21:39:44 <@cratuki> So if we hardware-limit it, and keep it low, any idiot hobbyist can come along and make their own platform.
21:40:07 <@cratuki> And the benefit of this is, you can start threatening the majors. because you win the cathedral vs bazaar thing.
21:40:32 <@cratuki> I think there is a community in waiting for a decent browser-that-is-not-html-grounded.
21:40:53 <@cratuki> Each couple of days now I see some sign where I think - wow - the world is screaming out for an obscure hacker platform that will grow up
21:41:06 <@cratuki> and twenty years from now everyone will be laughing at how shit the web was
21:41:10 <@cratuki> and it will be more obscure than gopher is now.
21:41:19 < tgschultz> The tradeoff being no matter how fast your computer gets, the dinghy web-app thing will never get faster. I imagine the very first fork 
                      would probably be to unlimit it. I do like the idea overall though of forcing developers to reference such a low spec
21:41:20 <@cratuki> it doesn't take much
21:41:23 <@cratuki> get a basic platform going
21:41:31 <@cratuki> get some people on hacker news going - wow - that is neat
21:41:34 <@cratuki> bootstrap community
21:41:36 <@cratuki> and that's it.
21:41:42 <@cratuki> the trick is to keep everything simple and accessible.
21:42:04 < tgschultz> I'd agree with that.
21:42:32 <@cratuki> if you can get the old guard united around the idea of {omg - don't repeat the mistakes of the web} - wow.
21:42:36 <@cratuki> I wonder what Brendan Eich is up to.
21:43:32 <@cratuki> He'd be good for a project like this.
21:43:58 <@cratuki> I need to write my stuff up. THanks for your thoughts.
21:44:12  * cratuki taking eyes away
21:44:37 < tgschultz> Sure, any time, though I don't think I kept up with you today. I'll re-read this later and dump any additional thoughts then.
Day changed to 19 Jul 2019
12:21:27 < tgschultz> I was thinking, if you want it to be simple for people to dive in and create content, then HyperCard is a good model to learn from. In a 
                      (better) alternetate timeline HyperCard became the web...
23:51:48 <@cratuki> tgschultz: hypercard. that is a good point. I think you could create something like that on top of a bytecode engine.

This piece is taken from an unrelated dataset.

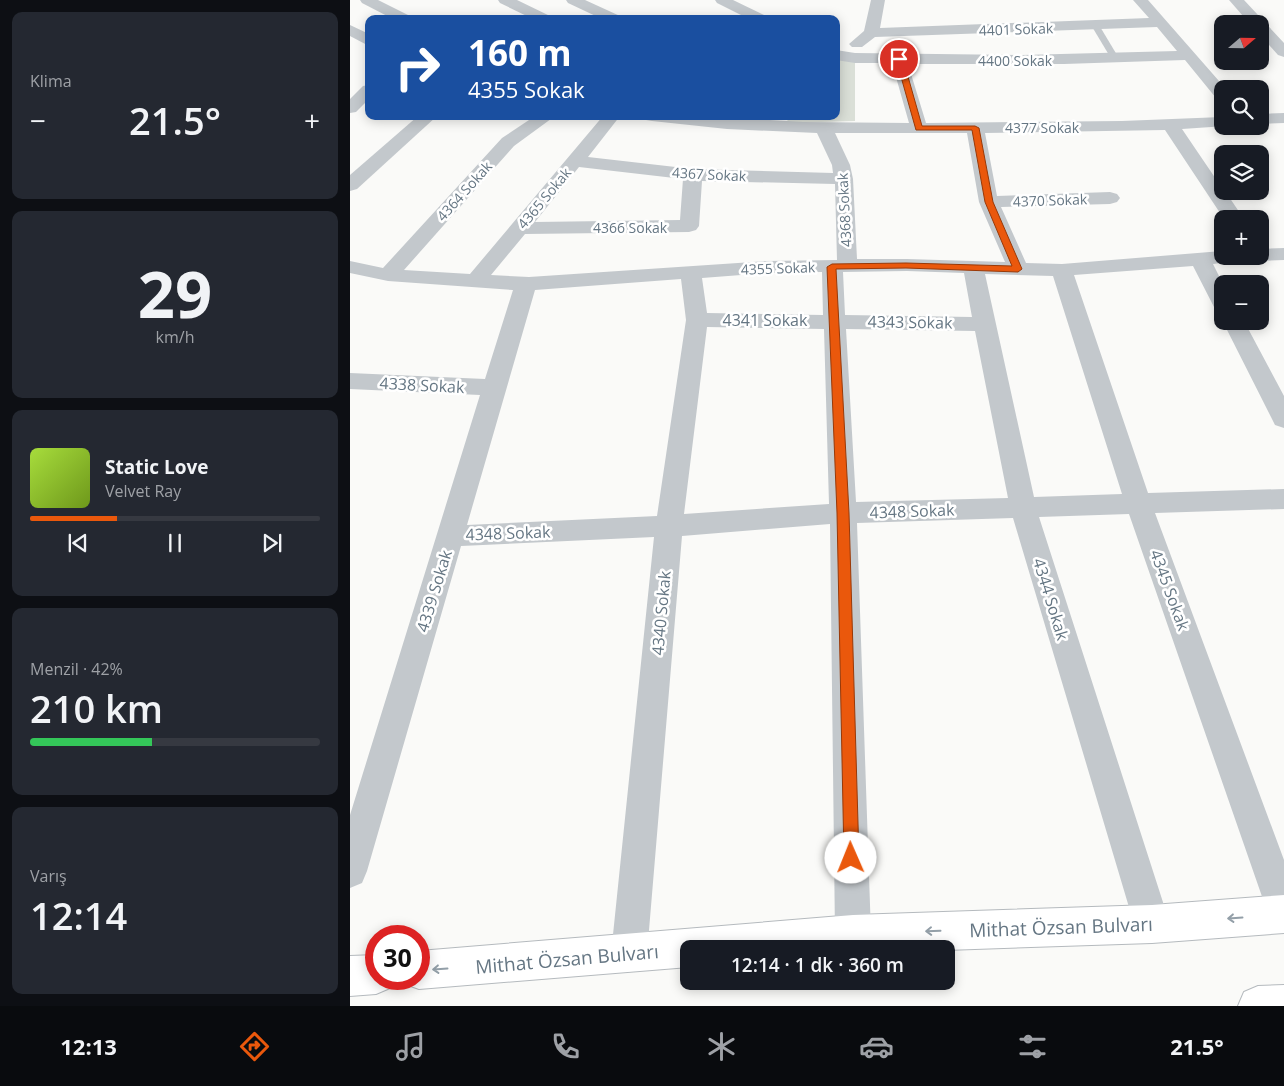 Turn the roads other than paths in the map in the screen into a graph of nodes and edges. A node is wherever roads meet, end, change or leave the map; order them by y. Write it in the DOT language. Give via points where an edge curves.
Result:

23:53:33 <@cratuki> I was thinking today, what is the most minimal presentation that this system should be accessible through?
23:54:10 <@cratuki> Is a 2-line, dot matrix display sufficient? Blind users appreciate terse presentation.
23:54:29 < tgschultz> taking accessability into account, blind people should be able to use it
23:54:40 < tgschultz> that's somewhere the modern web has f'd up big time
23:55:24 <@cratuki> yup
23:55:32 <@cratuki> I'm watching hypercard notes on youtube now
23:55:37 < tgschultz> If you can get people to use some kind of native widget set that allieviates a lot of the problem. How you avoid the modern web where 
                      they just roll their own though, I don't know.
23:55:53 <@cratuki> Is there anything modern thta I would be familiar with that it would be similar to? That I would understand by analogy?
23:56:53 < tgschultz> Not that I can think of actually. HyperCard was a kind of thing modern computing has never really replicated (unless you count just 
                      outright duplication).
23:57:50 <@cratuki> "cards contain information and interaction."
23:58:55 <@cratuki> Did you ever play around with Java Studio? It was a visual programming tool where you hooked Beans up to one another.
23:59:07 < tgschultz> As I recall, HyperCard was a WYSIWYG gui using cards as a metaphor, backed by a message-passing programming language and a built in 
                      database.
23:59:50 <@cratuki> I guess we'd want people to be able to develop sites using the hypercard-like thing. Then they would get compiled to application bytecard.
Day changed to 20 Jul 2019
00:00:35 < tgschultz> well, something to keep in mind is that the advantage to an interpreted (or JIT) language is that people can take it apart to see how it works.